┌────────
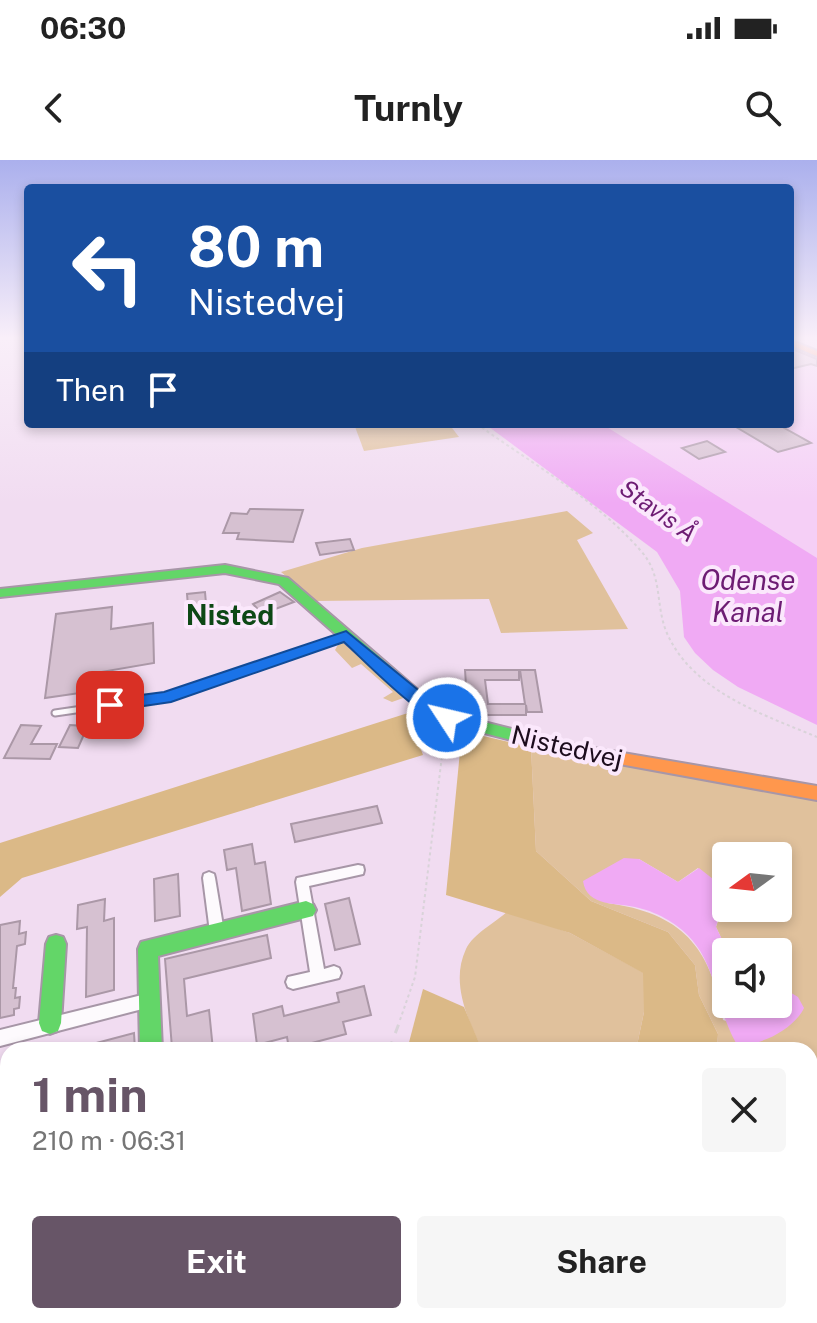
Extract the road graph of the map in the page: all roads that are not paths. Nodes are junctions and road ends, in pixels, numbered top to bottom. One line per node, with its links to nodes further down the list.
1 (0, 593): 2 (street, Nistedvej)
2 (346, 636): 3 (lane); 4 (street, Nistedvej)
3 (55, 713)
4 (817, 793)
5 (358, 870): 7 (street)
6 (209, 878): 8 (street)
7 (306, 910): 8 (street); 11 (street)
8 (217, 932): 13 (street)
9 (56, 944): 14 (street)
10 (334, 973): 11 (street)
11 (318, 977): 12 (street)
12 (293, 982)
13 (150, 1000): 14 (street); 16 (street)
14 (50, 1023): 15 (street)
15 (0, 1038)
16 (151, 1042)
└────────
Exercise prompt
A precise repetition of every entry, free of pictures, is the expected answer.

Problem solution
Extract the road graph of the map in the page: all roads that are not paths. Nodes are junctions and road ends, in pixels, numbered top to bottom. One line per node, with its links to nodes further down the list.
1 (0, 593): 2 (street, Nistedvej)
2 (346, 636): 3 (lane); 4 (street, Nistedvej)
3 (55, 713)
4 (817, 793)
5 (358, 870): 7 (street)
6 (209, 878): 8 (street)
7 (306, 910): 8 (street); 11 (street)
8 (217, 932): 13 (street)
9 (56, 944): 14 (street)
10 (334, 973): 11 (street)
11 (318, 977): 12 (street)
12 (293, 982)
13 (150, 1000): 14 (street); 16 (street)
14 (50, 1023): 15 (street)
15 (0, 1038)
16 (151, 1042)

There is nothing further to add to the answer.